Fairlawne is a Grade I listed house in Shipbourne, Kent, England, about 30 miles southeast of central London. The Fairlawne Estate is extensive and stretches to Plaxtol.

==Architecture==
Fairlawne was rebuilt for Sir Henry Vane the Elder in 1630–55, based on an earlier house. Succeeding generations built additions to the house that were completed in 1723 with the help of James Gibbs, architect of St. Martin-in-the-Fields, Ditchley House, and other notable buildings. More additions were made to Fairlawne in the Victorian era, but these were removed in 1954.

==History==
In 1722, the poet Christopher Smart was born on the Fairlawne (spelt Fairlawn at that time) estate, where his father, Peter Smart, was the estate steward and Christopher was a playmate of the Vane children. After Peter died in 1733, the Vane family furthered his education by gifts and bequests, enabling him to attend Durham School in northeast England, where he spent his vacations at nearby Raby Castle, another home belonging to the Vanes. The poet had fond memories of Fairlawne, whose remembered beauties are praised in his poems The Hop-Garden and Jubilate Agno.

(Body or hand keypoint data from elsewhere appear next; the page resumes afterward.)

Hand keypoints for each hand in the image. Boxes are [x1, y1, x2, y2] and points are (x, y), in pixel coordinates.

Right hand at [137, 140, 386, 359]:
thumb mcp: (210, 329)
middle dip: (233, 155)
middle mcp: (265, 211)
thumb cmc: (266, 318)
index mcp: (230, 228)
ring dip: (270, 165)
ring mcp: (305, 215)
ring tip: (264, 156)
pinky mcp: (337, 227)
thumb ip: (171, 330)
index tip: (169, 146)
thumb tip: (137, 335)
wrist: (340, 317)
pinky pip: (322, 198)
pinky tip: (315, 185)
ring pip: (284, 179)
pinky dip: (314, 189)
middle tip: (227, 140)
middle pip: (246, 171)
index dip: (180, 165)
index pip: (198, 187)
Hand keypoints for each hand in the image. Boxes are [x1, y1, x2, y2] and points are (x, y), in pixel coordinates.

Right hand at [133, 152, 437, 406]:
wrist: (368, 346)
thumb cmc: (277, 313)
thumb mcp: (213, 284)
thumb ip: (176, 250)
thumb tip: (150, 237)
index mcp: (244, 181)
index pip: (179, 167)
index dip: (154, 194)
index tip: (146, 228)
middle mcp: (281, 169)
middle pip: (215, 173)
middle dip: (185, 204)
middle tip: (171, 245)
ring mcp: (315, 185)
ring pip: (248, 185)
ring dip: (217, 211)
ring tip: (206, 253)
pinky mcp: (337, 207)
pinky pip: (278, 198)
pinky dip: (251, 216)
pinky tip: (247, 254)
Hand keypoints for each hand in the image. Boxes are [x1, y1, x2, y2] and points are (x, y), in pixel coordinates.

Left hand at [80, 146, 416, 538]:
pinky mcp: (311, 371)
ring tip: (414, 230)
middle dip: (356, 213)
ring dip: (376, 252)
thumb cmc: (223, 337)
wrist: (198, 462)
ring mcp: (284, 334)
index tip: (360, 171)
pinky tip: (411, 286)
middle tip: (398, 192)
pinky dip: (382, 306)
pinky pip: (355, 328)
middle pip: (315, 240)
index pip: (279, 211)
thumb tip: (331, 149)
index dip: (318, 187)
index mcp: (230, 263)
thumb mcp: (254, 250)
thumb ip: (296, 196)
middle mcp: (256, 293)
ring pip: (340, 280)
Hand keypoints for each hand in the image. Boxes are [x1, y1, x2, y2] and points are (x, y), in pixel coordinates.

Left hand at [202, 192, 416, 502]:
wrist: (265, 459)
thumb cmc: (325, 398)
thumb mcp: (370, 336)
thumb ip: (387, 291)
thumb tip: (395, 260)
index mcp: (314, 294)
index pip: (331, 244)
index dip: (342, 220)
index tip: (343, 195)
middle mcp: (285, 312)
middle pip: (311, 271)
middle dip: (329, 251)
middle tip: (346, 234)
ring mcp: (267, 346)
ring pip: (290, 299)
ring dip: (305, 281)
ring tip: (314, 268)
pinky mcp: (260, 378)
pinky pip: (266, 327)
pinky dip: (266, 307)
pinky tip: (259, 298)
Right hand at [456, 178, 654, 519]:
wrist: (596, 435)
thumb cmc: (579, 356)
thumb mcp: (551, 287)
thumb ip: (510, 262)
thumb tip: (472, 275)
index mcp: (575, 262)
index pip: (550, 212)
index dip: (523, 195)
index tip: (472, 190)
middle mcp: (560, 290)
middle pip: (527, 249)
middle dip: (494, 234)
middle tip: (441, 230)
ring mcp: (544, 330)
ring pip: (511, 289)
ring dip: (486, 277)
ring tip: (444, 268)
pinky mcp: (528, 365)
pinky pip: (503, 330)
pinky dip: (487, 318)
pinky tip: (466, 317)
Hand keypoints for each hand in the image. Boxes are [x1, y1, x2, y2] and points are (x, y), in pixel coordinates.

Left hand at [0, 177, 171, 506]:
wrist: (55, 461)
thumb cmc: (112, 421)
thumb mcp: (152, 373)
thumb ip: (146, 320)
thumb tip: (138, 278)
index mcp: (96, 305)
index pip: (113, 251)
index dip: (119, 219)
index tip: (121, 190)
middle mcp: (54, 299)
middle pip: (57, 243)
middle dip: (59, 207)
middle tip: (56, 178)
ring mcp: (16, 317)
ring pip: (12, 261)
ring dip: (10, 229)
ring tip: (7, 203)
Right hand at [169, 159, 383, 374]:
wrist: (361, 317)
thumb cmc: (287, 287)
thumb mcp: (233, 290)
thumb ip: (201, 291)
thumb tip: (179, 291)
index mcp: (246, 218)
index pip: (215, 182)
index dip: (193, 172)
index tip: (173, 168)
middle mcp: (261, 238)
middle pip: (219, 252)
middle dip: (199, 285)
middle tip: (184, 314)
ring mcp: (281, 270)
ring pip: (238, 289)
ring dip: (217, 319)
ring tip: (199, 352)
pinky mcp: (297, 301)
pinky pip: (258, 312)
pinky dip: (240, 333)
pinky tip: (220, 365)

Lord William Vane was the last Vane to live at Fairlawne, and upon his death the estate passed to his cousin David Papillon, who never took up residence there. Papillon sold the estate to a London merchant, John Ridgway, who owned the estate until 1824.

In 1824 the estate was bought by John Yates, a cotton spinner from Lancashire. In 1835 Fairlawne passed to Marianne Yates in trust, and following her death in 1845 the estate was sold to Joseph Ridgway. The Ridgways continued to live at Fairlawne until 1871.

The estate was bought by the "merchant squire" Edward Cazalet in 1871, and descended to his only son, William Marshall Cazalet (1865-1932), and in turn to his son, Major Peter Cazalet (b. 1907), who was trainer of the Queen Mother's racehorses, which were stabled at the estate for more than twenty years until his death in 1973. The Queen Mother was a frequent visitor to Fairlawne since before World War I, when she was a childhood friend of Peter's sister, Thelma Cazalet. Peter's first wife was Leonora, adopted daughter of the novelist P. G. Wodehouse. Other famous friends and visitors to Fairlawne in the 1950s and 1960s included Noël Coward, Elizabeth Taylor, the historian Elizabeth Longford, and her husband Frank Longford, the Labour peer.

Upon Peter's death in 1973, Fairlawne was inherited by his eldest son, Edward Cazalet. He was unable to continue the racing stable due to his career as a barrister and later a High Court judge. In 1979, Fairlawne was sold to racehorse owner Prince Khalid Abdullah. Khalid died in January 2021, and the current ownership is uncertain.